━━ Record excerpts ━━

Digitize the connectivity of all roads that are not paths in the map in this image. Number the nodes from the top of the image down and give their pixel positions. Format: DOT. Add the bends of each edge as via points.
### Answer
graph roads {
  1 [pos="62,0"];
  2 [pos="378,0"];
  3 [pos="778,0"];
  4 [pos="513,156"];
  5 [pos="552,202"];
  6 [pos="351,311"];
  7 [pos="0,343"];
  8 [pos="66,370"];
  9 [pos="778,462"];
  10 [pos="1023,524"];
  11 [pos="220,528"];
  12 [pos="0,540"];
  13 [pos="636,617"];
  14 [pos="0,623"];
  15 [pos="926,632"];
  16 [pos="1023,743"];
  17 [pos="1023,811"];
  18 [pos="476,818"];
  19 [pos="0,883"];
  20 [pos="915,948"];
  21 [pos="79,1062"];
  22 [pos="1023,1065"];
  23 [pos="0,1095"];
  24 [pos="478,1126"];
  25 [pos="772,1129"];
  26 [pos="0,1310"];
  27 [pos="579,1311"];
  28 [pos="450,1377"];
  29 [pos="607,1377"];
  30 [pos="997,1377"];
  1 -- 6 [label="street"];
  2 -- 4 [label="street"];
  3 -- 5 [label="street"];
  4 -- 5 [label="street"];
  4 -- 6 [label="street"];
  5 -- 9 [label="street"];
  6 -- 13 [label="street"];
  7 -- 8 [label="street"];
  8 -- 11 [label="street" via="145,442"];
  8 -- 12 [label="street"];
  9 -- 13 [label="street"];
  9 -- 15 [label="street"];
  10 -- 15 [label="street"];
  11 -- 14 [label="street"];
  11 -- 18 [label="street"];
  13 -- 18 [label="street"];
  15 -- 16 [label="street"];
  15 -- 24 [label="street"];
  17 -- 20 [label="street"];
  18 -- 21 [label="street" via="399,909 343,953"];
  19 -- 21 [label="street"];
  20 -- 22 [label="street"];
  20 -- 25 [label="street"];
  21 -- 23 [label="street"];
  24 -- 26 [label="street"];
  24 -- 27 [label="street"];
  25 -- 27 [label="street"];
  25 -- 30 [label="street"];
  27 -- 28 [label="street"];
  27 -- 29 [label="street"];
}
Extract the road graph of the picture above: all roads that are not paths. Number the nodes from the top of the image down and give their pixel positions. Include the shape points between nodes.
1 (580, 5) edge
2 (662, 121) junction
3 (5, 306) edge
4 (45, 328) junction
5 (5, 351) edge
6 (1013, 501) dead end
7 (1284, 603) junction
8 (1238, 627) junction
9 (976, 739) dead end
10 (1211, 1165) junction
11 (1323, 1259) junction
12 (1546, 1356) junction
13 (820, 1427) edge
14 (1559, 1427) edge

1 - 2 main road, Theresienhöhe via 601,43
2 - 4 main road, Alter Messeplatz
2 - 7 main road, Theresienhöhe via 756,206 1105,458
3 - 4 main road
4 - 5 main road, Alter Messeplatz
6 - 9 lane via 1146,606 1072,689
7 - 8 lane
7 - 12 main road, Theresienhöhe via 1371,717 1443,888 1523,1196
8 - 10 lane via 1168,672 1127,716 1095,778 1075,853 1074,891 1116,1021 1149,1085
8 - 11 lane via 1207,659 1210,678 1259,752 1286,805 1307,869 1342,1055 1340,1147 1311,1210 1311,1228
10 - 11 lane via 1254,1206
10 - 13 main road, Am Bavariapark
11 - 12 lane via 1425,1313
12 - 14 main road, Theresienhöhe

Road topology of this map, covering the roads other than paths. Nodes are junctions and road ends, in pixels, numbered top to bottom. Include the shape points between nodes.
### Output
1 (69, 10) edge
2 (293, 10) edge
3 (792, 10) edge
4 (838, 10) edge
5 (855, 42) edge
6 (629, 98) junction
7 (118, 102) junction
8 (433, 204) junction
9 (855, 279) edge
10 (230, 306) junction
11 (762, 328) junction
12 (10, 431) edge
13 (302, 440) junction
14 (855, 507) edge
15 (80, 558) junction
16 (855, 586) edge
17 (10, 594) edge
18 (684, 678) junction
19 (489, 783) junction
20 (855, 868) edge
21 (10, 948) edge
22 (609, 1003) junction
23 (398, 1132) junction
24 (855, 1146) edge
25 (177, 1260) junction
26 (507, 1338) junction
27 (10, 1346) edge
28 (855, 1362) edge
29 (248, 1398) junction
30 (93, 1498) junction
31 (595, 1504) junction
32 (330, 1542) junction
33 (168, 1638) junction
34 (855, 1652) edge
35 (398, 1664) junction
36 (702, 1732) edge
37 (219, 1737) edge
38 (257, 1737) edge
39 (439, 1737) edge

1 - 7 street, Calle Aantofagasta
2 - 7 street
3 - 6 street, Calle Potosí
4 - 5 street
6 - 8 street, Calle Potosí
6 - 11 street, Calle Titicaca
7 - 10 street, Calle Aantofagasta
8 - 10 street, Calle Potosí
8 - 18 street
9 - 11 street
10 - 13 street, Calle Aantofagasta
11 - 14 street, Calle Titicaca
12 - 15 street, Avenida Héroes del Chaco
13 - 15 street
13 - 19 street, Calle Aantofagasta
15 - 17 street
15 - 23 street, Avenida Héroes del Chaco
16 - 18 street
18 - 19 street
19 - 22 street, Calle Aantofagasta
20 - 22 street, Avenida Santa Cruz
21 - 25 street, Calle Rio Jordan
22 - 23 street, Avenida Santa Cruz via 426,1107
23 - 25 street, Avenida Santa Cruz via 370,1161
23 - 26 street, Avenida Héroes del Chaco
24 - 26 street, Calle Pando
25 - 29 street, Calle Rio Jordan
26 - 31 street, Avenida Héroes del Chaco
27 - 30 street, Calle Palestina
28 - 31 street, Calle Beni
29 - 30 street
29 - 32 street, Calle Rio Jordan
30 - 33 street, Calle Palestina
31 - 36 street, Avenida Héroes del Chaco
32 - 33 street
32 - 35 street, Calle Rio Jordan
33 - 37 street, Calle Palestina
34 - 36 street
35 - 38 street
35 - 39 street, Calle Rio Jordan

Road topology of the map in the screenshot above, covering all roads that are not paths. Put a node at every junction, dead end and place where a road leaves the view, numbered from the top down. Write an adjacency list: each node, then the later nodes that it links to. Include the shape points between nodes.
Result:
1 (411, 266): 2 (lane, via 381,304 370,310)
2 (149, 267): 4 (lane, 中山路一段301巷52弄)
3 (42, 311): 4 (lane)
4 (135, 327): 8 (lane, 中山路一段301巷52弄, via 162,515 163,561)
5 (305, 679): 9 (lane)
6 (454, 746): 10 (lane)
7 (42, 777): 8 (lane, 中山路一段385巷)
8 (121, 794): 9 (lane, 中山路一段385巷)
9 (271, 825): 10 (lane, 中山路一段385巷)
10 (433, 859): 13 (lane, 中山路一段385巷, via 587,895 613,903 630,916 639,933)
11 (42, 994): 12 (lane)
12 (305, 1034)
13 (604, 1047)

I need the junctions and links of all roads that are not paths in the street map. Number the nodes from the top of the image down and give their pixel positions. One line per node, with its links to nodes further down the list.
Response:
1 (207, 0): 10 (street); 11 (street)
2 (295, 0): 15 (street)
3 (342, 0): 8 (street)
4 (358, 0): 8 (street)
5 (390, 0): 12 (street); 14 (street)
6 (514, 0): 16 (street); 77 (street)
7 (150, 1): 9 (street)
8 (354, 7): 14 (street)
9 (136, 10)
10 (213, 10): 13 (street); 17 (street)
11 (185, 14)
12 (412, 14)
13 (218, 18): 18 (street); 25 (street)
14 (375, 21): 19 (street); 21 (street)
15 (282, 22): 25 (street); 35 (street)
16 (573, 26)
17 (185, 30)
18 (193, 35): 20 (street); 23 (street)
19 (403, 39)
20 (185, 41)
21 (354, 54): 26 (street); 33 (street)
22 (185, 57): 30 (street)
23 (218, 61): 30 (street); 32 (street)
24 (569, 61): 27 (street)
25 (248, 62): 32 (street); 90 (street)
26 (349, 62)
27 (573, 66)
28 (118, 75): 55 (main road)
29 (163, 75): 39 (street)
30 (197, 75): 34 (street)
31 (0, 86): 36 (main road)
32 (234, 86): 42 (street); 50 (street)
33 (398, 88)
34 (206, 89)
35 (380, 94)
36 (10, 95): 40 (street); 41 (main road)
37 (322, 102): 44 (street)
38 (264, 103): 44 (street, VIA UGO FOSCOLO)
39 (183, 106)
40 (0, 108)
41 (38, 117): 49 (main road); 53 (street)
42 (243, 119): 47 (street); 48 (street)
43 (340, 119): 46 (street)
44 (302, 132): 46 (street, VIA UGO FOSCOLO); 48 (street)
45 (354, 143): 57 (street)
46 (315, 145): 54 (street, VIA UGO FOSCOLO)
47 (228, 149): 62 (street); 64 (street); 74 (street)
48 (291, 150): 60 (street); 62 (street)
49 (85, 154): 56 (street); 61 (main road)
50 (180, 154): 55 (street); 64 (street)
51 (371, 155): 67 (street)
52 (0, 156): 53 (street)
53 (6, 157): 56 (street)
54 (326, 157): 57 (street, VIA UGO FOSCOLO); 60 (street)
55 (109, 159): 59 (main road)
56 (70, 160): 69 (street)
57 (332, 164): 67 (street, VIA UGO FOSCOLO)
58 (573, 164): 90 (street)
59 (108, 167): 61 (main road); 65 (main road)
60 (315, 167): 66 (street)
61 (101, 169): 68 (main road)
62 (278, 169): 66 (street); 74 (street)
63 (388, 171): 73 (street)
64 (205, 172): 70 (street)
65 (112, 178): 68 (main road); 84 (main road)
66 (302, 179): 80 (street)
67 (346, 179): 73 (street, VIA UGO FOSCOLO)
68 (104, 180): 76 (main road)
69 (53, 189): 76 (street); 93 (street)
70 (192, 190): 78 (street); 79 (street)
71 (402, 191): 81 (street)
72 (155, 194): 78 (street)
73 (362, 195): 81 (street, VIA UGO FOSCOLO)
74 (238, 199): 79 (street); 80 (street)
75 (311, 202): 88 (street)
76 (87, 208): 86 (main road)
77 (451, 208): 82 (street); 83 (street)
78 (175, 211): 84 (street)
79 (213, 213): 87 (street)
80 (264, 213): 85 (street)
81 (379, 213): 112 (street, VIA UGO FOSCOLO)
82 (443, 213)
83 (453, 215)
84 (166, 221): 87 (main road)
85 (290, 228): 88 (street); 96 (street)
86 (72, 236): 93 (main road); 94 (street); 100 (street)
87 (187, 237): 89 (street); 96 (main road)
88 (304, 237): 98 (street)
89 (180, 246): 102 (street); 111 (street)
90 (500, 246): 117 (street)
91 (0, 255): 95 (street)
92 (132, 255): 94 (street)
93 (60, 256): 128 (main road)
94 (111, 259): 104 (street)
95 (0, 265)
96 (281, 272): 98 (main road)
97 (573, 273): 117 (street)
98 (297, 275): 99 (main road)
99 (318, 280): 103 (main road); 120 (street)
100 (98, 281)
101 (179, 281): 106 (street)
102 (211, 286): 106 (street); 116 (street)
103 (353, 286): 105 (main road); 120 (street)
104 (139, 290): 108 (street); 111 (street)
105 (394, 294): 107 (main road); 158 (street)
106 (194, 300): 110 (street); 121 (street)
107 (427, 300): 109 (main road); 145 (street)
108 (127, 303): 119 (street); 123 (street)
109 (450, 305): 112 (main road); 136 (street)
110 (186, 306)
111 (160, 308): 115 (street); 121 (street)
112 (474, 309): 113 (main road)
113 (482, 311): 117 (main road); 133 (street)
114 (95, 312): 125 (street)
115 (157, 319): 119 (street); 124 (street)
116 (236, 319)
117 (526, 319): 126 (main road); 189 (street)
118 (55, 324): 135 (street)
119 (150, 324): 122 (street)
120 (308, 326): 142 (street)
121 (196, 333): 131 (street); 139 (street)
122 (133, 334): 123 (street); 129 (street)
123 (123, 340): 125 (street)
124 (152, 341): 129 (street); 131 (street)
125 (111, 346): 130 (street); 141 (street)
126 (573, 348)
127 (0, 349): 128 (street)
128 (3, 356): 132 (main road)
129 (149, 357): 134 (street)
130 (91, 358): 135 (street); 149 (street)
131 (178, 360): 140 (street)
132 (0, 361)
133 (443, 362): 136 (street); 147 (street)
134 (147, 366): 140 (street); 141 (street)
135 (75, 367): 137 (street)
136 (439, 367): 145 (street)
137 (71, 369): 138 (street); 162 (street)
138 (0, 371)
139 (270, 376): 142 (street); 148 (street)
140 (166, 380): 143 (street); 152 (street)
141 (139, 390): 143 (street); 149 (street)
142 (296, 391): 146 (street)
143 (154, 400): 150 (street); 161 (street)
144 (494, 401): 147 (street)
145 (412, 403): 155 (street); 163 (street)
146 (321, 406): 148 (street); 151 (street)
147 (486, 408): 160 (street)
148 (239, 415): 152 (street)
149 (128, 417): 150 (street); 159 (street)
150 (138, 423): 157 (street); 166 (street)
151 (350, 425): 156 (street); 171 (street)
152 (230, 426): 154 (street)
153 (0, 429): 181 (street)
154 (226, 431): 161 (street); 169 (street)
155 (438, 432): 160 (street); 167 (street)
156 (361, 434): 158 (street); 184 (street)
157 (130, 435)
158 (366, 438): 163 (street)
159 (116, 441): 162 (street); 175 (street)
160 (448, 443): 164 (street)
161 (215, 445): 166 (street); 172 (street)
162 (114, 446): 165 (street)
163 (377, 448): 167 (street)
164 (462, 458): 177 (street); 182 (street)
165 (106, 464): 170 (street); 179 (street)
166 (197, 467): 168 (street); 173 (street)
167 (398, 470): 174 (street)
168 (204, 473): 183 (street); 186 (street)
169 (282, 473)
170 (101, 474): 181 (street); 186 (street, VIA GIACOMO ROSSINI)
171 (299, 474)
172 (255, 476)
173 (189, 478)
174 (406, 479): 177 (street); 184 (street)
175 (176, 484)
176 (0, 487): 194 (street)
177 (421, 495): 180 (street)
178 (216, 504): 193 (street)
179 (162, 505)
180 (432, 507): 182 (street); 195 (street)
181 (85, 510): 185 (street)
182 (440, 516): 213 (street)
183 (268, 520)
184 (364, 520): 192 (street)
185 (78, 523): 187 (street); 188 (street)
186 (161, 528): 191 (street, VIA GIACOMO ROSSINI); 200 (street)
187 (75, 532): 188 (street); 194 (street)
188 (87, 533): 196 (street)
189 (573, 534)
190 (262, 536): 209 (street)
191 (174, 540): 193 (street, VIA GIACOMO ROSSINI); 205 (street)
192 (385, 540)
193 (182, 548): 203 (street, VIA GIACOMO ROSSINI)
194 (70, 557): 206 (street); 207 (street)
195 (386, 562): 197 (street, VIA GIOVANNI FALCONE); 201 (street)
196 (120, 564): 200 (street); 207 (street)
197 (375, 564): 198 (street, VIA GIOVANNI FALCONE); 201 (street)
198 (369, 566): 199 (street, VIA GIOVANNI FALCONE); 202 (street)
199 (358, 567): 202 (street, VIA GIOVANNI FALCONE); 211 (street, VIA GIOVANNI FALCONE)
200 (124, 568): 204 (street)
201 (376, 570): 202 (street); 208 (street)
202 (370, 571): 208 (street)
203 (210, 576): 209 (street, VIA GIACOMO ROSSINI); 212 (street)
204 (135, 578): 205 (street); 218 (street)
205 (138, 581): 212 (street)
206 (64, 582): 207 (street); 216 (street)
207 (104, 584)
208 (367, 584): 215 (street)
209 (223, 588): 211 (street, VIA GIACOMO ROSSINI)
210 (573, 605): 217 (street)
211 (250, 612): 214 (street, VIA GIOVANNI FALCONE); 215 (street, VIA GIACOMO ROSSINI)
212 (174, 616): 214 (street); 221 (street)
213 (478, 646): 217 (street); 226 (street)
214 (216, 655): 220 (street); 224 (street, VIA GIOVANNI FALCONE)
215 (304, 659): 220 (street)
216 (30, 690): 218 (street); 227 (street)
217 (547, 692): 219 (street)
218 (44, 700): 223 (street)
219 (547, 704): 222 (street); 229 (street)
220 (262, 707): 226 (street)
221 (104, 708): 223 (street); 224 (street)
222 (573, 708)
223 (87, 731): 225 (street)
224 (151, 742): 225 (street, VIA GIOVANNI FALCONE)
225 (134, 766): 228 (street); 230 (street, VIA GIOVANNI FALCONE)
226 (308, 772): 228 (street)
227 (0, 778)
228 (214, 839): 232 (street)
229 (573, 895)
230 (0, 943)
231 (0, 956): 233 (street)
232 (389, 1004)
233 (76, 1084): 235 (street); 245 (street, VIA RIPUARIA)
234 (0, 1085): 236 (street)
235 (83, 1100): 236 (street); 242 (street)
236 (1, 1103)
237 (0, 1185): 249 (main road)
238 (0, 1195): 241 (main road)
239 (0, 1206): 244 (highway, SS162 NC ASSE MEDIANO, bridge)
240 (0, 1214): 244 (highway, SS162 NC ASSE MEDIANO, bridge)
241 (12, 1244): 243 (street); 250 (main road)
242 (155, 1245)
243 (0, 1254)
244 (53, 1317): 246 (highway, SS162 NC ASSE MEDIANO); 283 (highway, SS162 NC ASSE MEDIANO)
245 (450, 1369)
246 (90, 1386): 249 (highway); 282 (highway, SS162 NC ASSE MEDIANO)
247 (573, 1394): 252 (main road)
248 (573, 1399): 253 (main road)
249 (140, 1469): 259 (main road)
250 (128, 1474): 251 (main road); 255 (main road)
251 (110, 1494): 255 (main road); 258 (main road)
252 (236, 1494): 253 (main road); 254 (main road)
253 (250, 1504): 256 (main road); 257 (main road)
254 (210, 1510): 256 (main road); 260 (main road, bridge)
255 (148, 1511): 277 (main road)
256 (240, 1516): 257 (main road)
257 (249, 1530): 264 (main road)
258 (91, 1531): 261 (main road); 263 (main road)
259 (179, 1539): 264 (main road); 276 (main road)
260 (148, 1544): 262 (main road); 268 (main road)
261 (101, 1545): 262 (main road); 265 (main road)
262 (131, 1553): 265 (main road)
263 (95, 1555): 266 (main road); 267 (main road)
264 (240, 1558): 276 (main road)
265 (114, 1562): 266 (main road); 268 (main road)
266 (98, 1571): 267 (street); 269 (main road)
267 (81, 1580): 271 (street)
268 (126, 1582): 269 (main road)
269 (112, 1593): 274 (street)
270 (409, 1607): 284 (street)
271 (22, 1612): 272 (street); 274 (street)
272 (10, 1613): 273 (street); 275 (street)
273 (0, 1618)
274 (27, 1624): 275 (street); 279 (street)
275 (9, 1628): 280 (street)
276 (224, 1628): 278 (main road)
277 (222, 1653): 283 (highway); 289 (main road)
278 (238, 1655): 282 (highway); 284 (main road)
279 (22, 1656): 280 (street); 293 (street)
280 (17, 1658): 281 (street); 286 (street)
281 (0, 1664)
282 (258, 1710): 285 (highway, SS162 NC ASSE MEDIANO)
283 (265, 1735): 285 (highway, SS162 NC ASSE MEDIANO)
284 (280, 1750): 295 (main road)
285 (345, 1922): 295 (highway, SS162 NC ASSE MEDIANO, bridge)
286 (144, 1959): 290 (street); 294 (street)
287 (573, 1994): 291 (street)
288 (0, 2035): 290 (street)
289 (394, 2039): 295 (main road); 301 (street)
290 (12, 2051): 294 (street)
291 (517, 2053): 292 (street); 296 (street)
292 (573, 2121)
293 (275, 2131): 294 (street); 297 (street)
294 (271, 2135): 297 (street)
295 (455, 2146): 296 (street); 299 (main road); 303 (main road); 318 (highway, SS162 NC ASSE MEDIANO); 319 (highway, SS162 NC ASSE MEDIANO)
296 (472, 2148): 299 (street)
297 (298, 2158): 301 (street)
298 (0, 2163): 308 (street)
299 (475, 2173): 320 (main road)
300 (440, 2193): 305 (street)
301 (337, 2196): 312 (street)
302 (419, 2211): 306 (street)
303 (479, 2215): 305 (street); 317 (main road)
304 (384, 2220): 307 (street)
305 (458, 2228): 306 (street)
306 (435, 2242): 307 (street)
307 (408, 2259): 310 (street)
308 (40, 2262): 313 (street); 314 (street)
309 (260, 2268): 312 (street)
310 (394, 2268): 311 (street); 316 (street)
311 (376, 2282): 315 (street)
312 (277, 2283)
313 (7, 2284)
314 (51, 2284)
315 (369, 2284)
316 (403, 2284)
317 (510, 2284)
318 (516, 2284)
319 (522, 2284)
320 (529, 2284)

━━━

Task description. Each line above with the string "MEDIANO" in it should be located and copied.

Response.
239 (0, 1206): 244 (highway, SS162 NC ASSE MEDIANO, bridge)
240 (0, 1214): 244 (highway, SS162 NC ASSE MEDIANO, bridge)
244 (53, 1317): 246 (highway, SS162 NC ASSE MEDIANO); 283 (highway, SS162 NC ASSE MEDIANO)
246 (90, 1386): 249 (highway); 282 (highway, SS162 NC ASSE MEDIANO)
282 (258, 1710): 285 (highway, SS162 NC ASSE MEDIANO)
283 (265, 1735): 285 (highway, SS162 NC ASSE MEDIANO)
285 (345, 1922): 295 (highway, SS162 NC ASSE MEDIANO, bridge)
295 (455, 2146): 296 (street); 299 (main road); 303 (main road); 318 (highway, SS162 NC ASSE MEDIANO); 319 (highway, SS162 NC ASSE MEDIANO)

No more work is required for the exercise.